By FRED LUDWIG, Californian staff writer
e-mail: fludwig@bakersfield.com
http://www.bakersfield.com/local/story/865154p-950724c.html
Sunday March 31, 2002, 10:30:01 PM

Attorneys for a group of current and former Wackenhut Corporation workers want to expand an overtime-pay lawsuit against the private prison company to hundreds of workers.

The company, which runs several Kern County prisons, has made employees work overtime without paying them for it, a lawsuit alleges.

Ten people filed the suit in December in Kern Superior Court. But attorneys are seeking to certify the suit as a class-action complaint on behalf of large numbers of current and former company workers in California.

Attorneys estimate that group could number between 800 and 2,400 people, said plaintiff's attorney Philip Ganong.

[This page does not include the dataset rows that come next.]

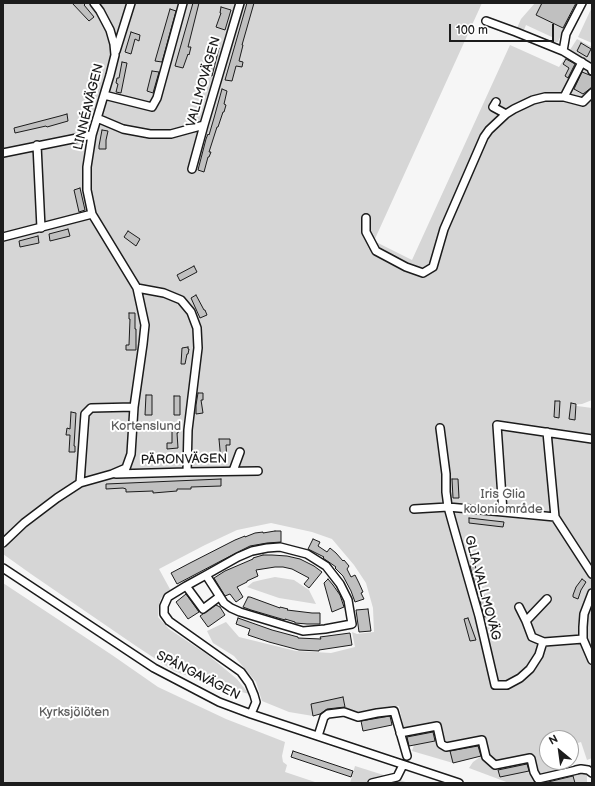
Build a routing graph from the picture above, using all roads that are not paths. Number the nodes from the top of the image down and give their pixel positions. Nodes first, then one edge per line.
1 (94, 3) edge
2 (131, 3) edge
3 (183, 3) edge
4 (240, 3) edge
5 (582, 3) edge
6 (486, 21) dead end
7 (563, 50) junction
8 (115, 55) junction
9 (582, 62) junction
10 (592, 71) edge
11 (592, 93) edge
12 (104, 95) junction
13 (564, 97) junction
14 (496, 102) dead end
15 (506, 114) junction
16 (97, 118) junction
17 (204, 125) junction
18 (92, 135) junction
19 (37, 146) junction
20 (3, 153) edge
21 (192, 169) dead end
22 (92, 214) junction
23 (366, 218) dead end
24 (42, 228) junction
25 (3, 237) edge
26 (137, 288) junction
27 (134, 407) junction
28 (440, 428) dead end
29 (547, 432) junction
30 (592, 439) edge
31 (240, 452) dead end
32 (233, 471) junction
33 (258, 471) dead end
34 (187, 472) junction
35 (112, 474) junction
36 (80, 484) junction
37 (448, 507) junction
38 (414, 509) dead end
39 (503, 512) junction
40 (555, 517) junction
41 (3, 544) edge
42 (3, 568) edge
43 (592, 574) edge
44 (206, 575) junction
45 (186, 586) junction
46 (592, 593) edge
47 (219, 597) junction
48 (547, 598) dead end
49 (519, 607) dead end
50 (526, 621) junction
51 (583, 638) junction
52 (544, 642) junction
53 (592, 660) edge
54 (251, 714) junction
55 (400, 733) junction
56 (318, 736) junction
57 (407, 756) dead end
58 (403, 764) junction
59 (592, 773) edge
60 (372, 783) edge
61 (456, 783) edge

1 - 8 street, LINNÉAVÄGEN
2 - 8 street
3 - 12 street
4 - 17 street, VALLMOVÄGEN
5 - 7 street
6 - 7 street
7 - 9 street
8 - 12 street, LINNÉAVÄGEN
9 - 10 street
9 - 13 street
11 - 13 street
12 - 16 street, LINNÉAVÄGEN
13 - 15 street
14 - 15 street
15 - 23 street
16 - 17 street
16 - 18 street, LINNÉAVÄGEN
17 - 21 street, VALLMOVÄGEN
18 - 19 street
18 - 22 street, LINNÉAVÄGEN
19 - 20 street
19 - 24 street
22 - 24 street
22 - 26 street, LINNÉAVÄGEN
24 - 25 street
26 - 27 street, LINNÉAVÄGEN
26 - 34 street
27 - 35 street, LINNÉAVÄGEN
27 - 36 street
28 - 37 street, GLIA VALLMOVÄG
29 - 30 street
29 - 39 street
29 - 40 street
31 - 32 street
32 - 33 street, PÄRONVÄGEN
32 - 34 street, PÄRONVÄGEN
34 - 35 street, PÄRONVÄGEN
35 - 36 street, LINNÉAVÄGEN
36 - 41 street, LINNÉAVÄGEN
37 - 38 street
37 - 39 street
37 - 52 street, GLIA VALLMOVÄG
39 - 40 street
40 - 43 street
42 - 54 street, SPÅNGAVÄGEN
44 - 45 street
44 - 47 street
44 - 47 street
45 - 47 street
45 - 54 street
46 - 51 street
48 - 50 street
49 - 50 street
50 - 52 street
51 - 52 street
51 - 53 street
54 - 56 street, SPÅNGAVÄGEN
55 - 56 street
55 - 57 street
55 - 59 street
56 - 58 street, SPÅNGAVÄGEN
58 - 60 street
58 - 61 street, SPÅNGAVÄGEN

However, such a move requires judge approval, and Kern judges allow few, if any, such class-action lawsuits, Ganong said. Ganong said he is not aware of any class-action suits ever being litigated here.

The decision is based on a series of factors, such as whether there is a readily definable group and whether the members of that group have circumstances in common, Ganong said.

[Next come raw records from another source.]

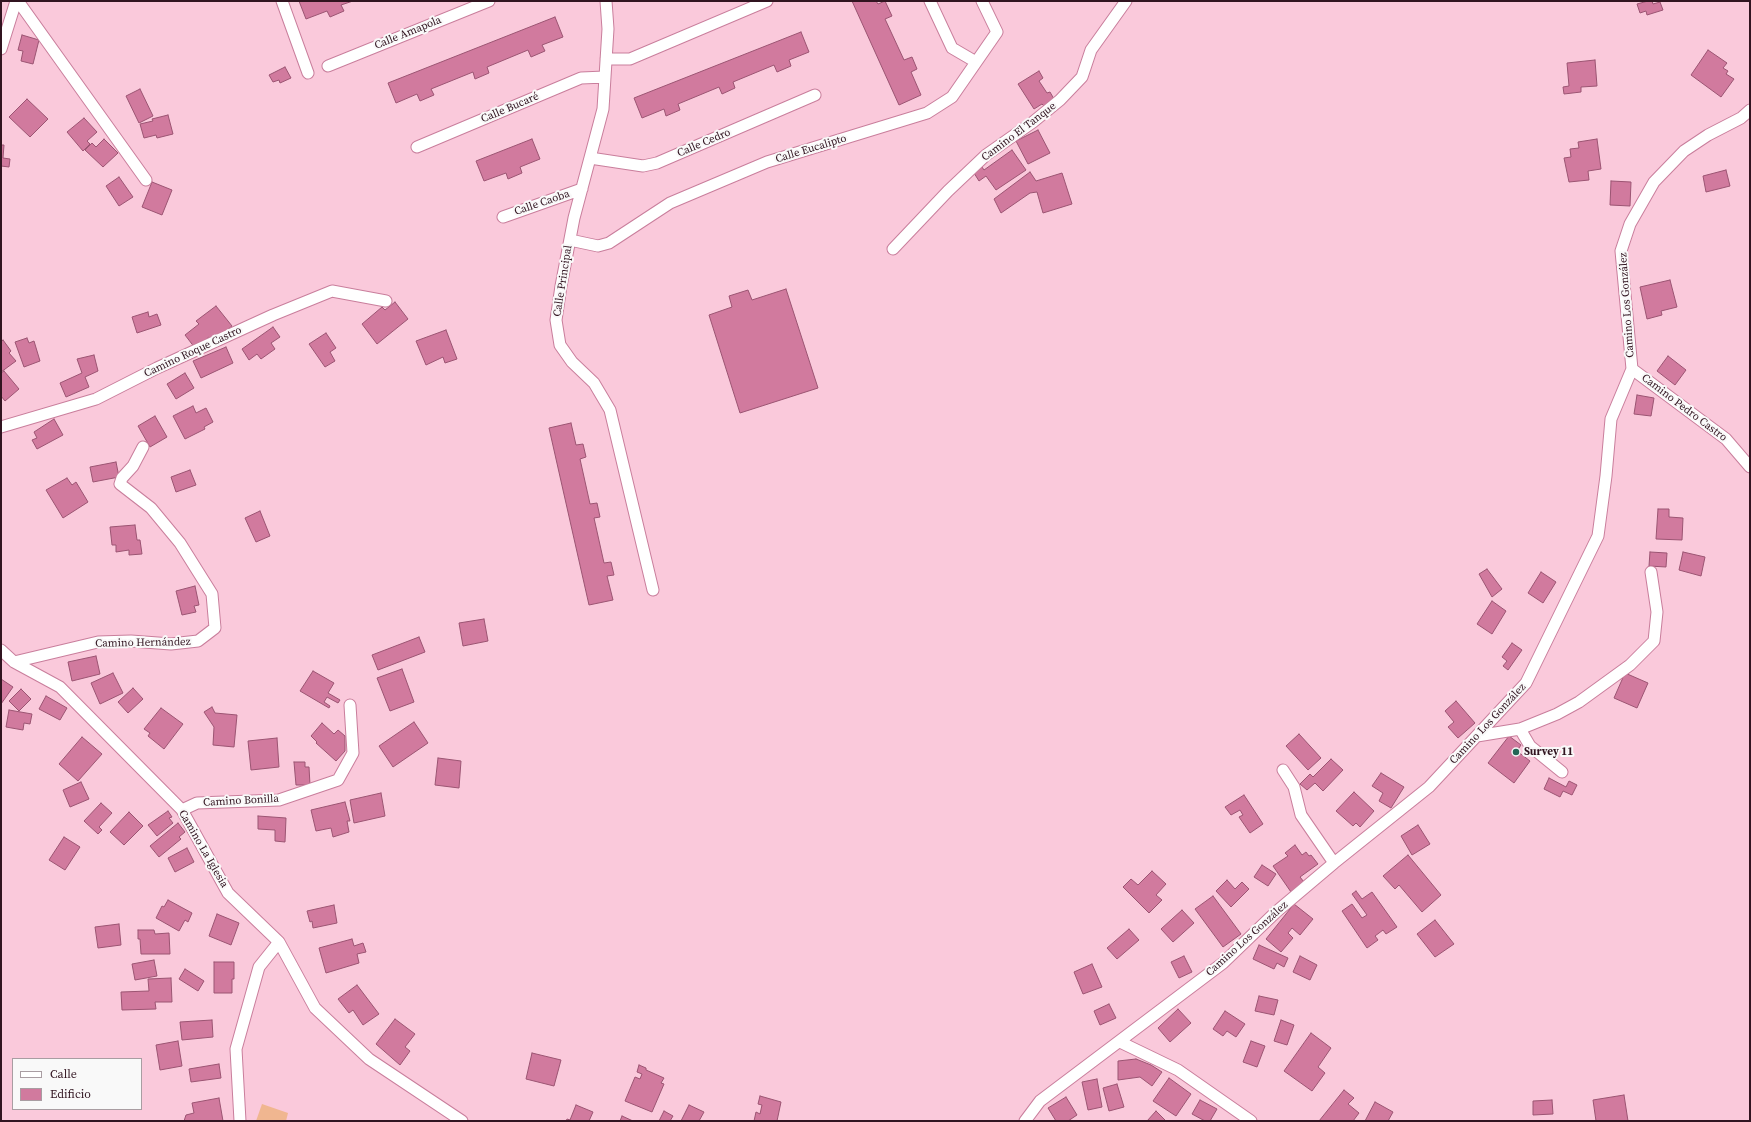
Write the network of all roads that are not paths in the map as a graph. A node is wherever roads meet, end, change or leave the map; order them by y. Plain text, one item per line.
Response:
1 (17, 1) edge
2 (282, 1) edge
3 (489, 1) edge
4 (606, 1) edge
5 (767, 1) edge
6 (930, 1) edge
7 (982, 1) edge
8 (1126, 1) edge
9 (1, 49) edge
10 (606, 60) junction
11 (976, 62) junction
12 (328, 66) dead end
13 (308, 73) dead end
14 (605, 77) junction
15 (815, 95) dead end
16 (1750, 110) edge
17 (416, 147) dead end
18 (590, 158) junction
19 (146, 180) dead end
20 (582, 189) junction
21 (502, 217) dead end
22 (570, 240) junction
23 (893, 249) dead end
24 (386, 301) dead end
25 (1632, 369) junction
26 (1, 427) edge
27 (143, 447) dead end
28 (1750, 467) edge
29 (1651, 572) dead end
30 (653, 590) dead end
31 (1, 650) edge
32 (14, 662) junction
33 (350, 705) dead end
34 (1520, 729) junction
35 (1477, 736) junction
36 (1283, 770) dead end
37 (1562, 772) dead end
38 (182, 810) junction
39 (1334, 863) junction
40 (279, 942) junction
41 (1120, 1042) junction
42 (240, 1121) edge
43 (462, 1121) edge
44 (1025, 1121) edge
45 (1251, 1121) edge

1 - 9 street
1 - 19 street
2 - 13 street
3 - 12 street, Calle Amapola
4 - 10 street, Calle Principal
5 - 10 street
6 - 11 street
7 - 11 street, Calle Eucalipto
8 - 23 street, Camino El Tanque
10 - 14 street, Calle Principal
11 - 22 street, Calle Eucalipto
14 - 17 street, Calle Bucaré
14 - 18 street, Calle Principal
15 - 18 street, Calle Cedro
16 - 25 street, Camino Los González
18 - 20 street, Calle Principal
20 - 21 street, Calle Caoba
20 - 22 street, Calle Principal
22 - 30 street, Calle Principal
24 - 26 street, Camino Roque Castro
25 - 28 street, Camino Pedro Castro
25 - 35 street, Camino Los González
27 - 32 street, Camino Hernández
29 - 34 street
31 - 32 street, Camino La Iglesia
32 - 38 street, Camino La Iglesia
33 - 38 street, Camino Bonilla
34 - 35 street
34 - 37 street
35 - 39 street, Camino Los González
36 - 39 street
38 - 40 street, Camino La Iglesia
39 - 41 street, Camino Los González
40 - 42 street
40 - 43 street, Camino La Iglesia
41 - 44 street, Camino Los González
41 - 45 street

Ganong said the current group of plaintiffs includes workers from all of Wackenhut's six California prisons -- in Taft, Adelanto, San Diego and three in McFarland.

Practices vary from one prison to another, Ganong said.

Wackenhut misclassified some of its workers, telling them they didn't qualify for overtime because they are paid on a salary basis, rather than hourly, Ganong said. But he said companies cannot just call someone a manager and then deny overtime pay. The law allows such a designation only for workers who perform supervisory duties more than half the time, Ganong said.

Other hourly employees were classified properly but at times were not paid for overtime they had worked, Ganong said.

For example, the routine for correctional officers checking out at the end of a shift -- such as turning in keys -- at times lasts beyond the end of the eight-hour period, Ganong said. But, in at least some such cases, no overtime was allowed, Ganong said.

In other violations, employees at times were not given proper rest and meal breaks, the suit alleges.

In many cases, the unpaid overtime was only for a half-hour a day, Ganong said. But he said it amounts to substantial time, given the number of workers affected over long time periods.

"They need to follow the law," Ganong said.

The company could try to structure shifts differently to avoid overtime if possible, Ganong said. If not, he said it should pay the overtime.

The suit seeks unspecified back wages and a judge's order barring improper practices.

Margaret Pearson, Wackenhut corporate communications vice president, declined to comment.